▶ _Task directions_
Please copy each line of the records below that includes the word "roads".

• • • • • • •

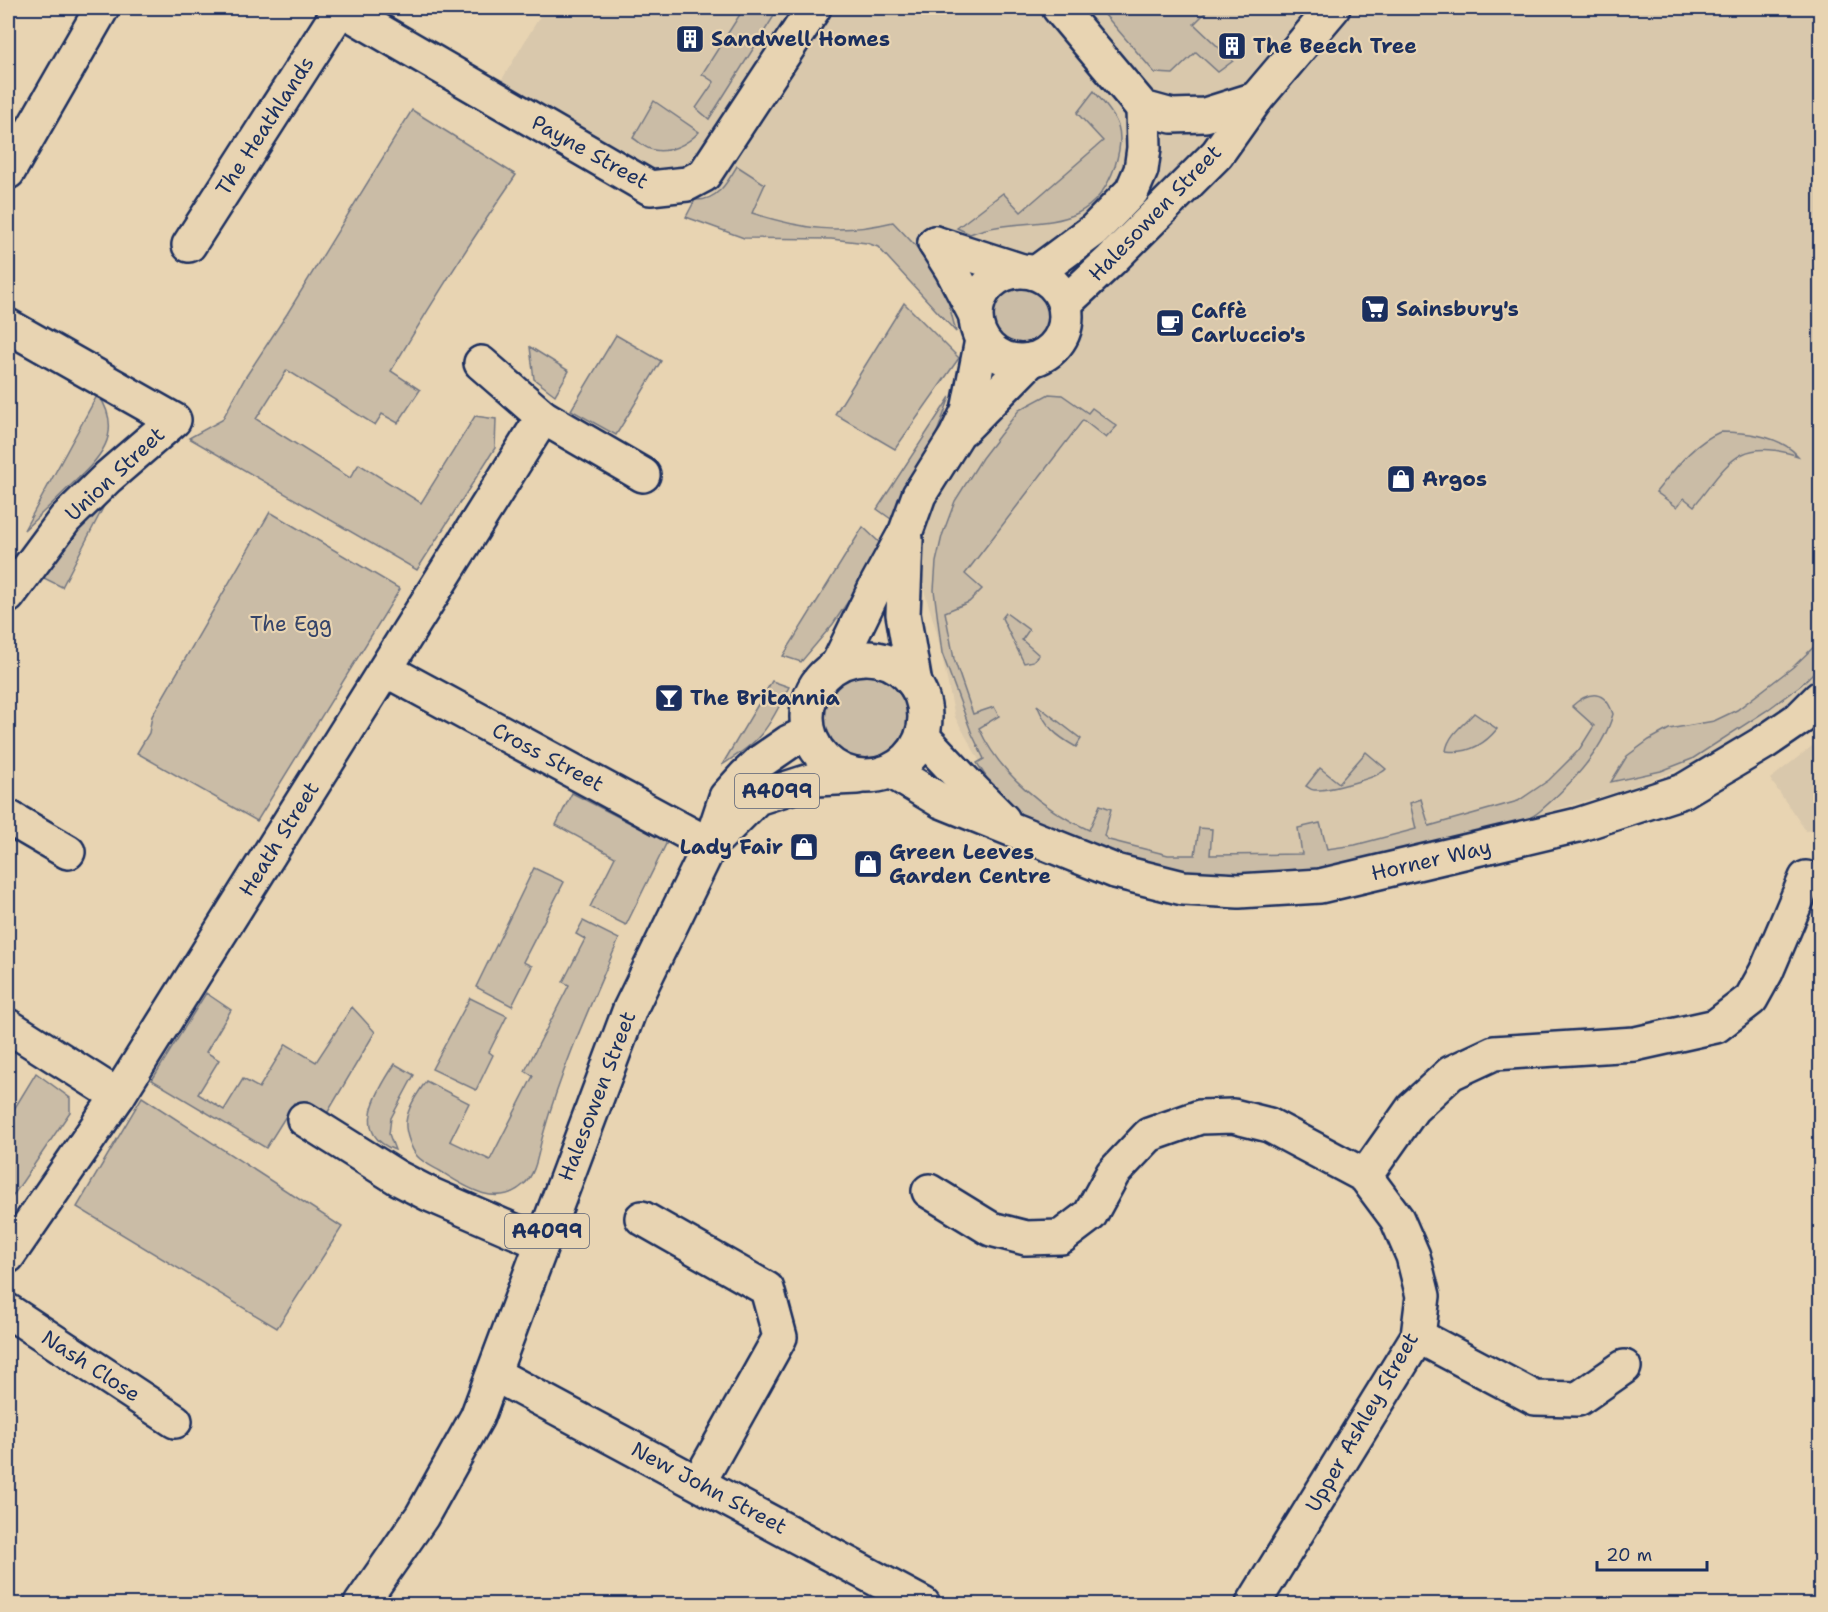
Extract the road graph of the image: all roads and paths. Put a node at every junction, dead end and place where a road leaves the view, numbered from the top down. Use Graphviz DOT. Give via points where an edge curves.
graph roads {
  1 [pos="102,8"];
  2 [pos="340,8"];
  3 [pos="814,8"];
  4 [pos="1059,8"];
  5 [pos="1333,8"];
  6 [pos="1256,99"];
  7 [pos="1143,108"];
  8 [pos="8,172"];
  9 [pos="189,245"];
  10 [pos="1027,271"];
  11 [pos="1065,303"];
  12 [pos="8,326"];
  13 [pos="978,327"];
  14 [pos="1032,360"];
  15 [pos="482,363"];
  16 [pos="543,417"];
  17 [pos="956,436"];
  18 [pos="643,475"];
  19 [pos="906,531"];
  20 [pos="8,596"];
  21 [pos="838,664"];
  22 [pos="386,670"];
  23 [pos="915,684"];
  24 [pos="1821,698"];
  25 [pos="808,733"];
  26 [pos="922,736"];
  27 [pos="877,773"];
  28 [pos="8,817"];
  29 [pos="1015,831"];
  30 [pos="710,844"];
  31 [pos="68,852"];
  32 [pos="1806,878"];
  33 [pos="8,1026"];
  34 [pos="118,1096"];
  35 [pos="304,1119"];
  36 [pos="1365,1176"];
  37 [pos="929,1191"];
  38 [pos="642,1218"];
  39 [pos="542,1244"];
  40 [pos="8,1256"];
  41 [pos="8,1311"];
  42 [pos="1418,1336"];
  43 [pos="1624,1367"];
  44 [pos="494,1374"];
  45 [pos="175,1421"];
  46 [pos="699,1482"];
  47 [pos="361,1605"];
  48 [pos="923,1605"];
  49 [pos="1253,1605"];
  1 -- 8 [label="street"];
  2 -- 3 [label="street, Payne Street" via="650,188 687,183 704,175"];
  2 -- 9 [label="street, The Heathlands"];
  4 -- 7 [label="street"];
  5 -- 6 [label="street, Halesowen Street"];
  6 -- 7 [label="street" via="1205,115 1172,116"];
  6 -- 11 [label="street, Halesowen Street" via="1217,154"];
  7 -- 10 [label="street" via="1141,170 1132,191 1094,230"];
  10 -- 11 [label="street" via="1049,280"];
  10 -- 13 [label="street" via="1003,273 988,283 979,297"];
  10 -- 13 [label="street" via="935,243"];
  11 -- 14 [label="street" via="1064,330 1056,344"];
  12 -- 20 [label="street, Union Street" via="174,420 65,519"];
  13 -- 14 [label="street" via="993,352 1005,358"];
  13 -- 17 [label="street" via="968,411"];
  14 -- 17 [label="street"];
  15 -- 16 [label="street"];
  16 -- 18 [label="street"];
  16 -- 22 [label="street, Heath Street"];
  17 -- 19 [label="street" via="920,495"];
  19 -- 21 [label="street"];
  19 -- 23 [label="street" via="903,614"];
  21 -- 23 [label="street" via="866,657 891,663"];
  21 -- 25 [label="street" via="822,677 810,696"];
  22 -- 30 [label="street, Cross Street"];
  22 -- 34 [label="street, Heath Street"];
  23 -- 26 [label="street" via="923,699"];
  24 -- 29 [label="street, Horner Way" via="1800,718 1683,791 1578,825 1320,886 1239,891 1183,888 1115,871"];
  25 -- 27 [label="street" via="831,765 842,771"];
  25 -- 30 [label="street, Halesowen Street / A4099" via="789,742 745,776 726,797"];
  26 -- 27 [label="street" via="909,757"];
  26 -- 29 [label="street, Horner Way"];
  27 -- 29 [label="street, Horner Way"];
  27 -- 30 [label="street, Halesowen Street / A4099" via="816,779 757,798"];
  28 -- 31 [label="street"];
  30 -- 39 [label="street, Halesowen Street / A4099" via="630,1009"];
  32 -- 36 [label="street" via="1751,999 1716,1026 1635,1044 1494,1053 1451,1073 1420,1101"];
  33 -- 34 [label="street"];
  34 -- 40 [label="street, Heath Street"];
  35 -- 39 [label="street" via="429,1194"];
  36 -- 37 [label="street" via="1269,1125 1233,1116 1200,1117 1149,1135 1113,1173 1090,1215 1061,1237 1026,1238 991,1229"];
  36 -- 42 [label="street, Upper Ashley Street" via="1397,1219 1413,1256 1423,1296"];
  38 -- 46 [label="street" via="767,1290 780,1337"];
  39 -- 44 [label="street, Halesowen Street / A4099"];
  41 -- 45 [label="street, Nash Close"];
  42 -- 43 [label="street" via="1535,1398 1578,1399"];
  42 -- 49 [label="street, Upper Ashley Street"];
  44 -- 46 [label="street, New John Street"];
  44 -- 47 [label="street, Halesowen Street / A4099" via="477,1417 422,1516"];
  46 -- 48 [label="street, New John Street"];
}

• • • • • • •

▶ _Response area_
Extract the road graph of the image: all roads and paths. Put a node at every junction, dead end and place where a road leaves the view, numbered from the top down. Use Graphviz DOT. Give via points where an edge curves.
graph roads {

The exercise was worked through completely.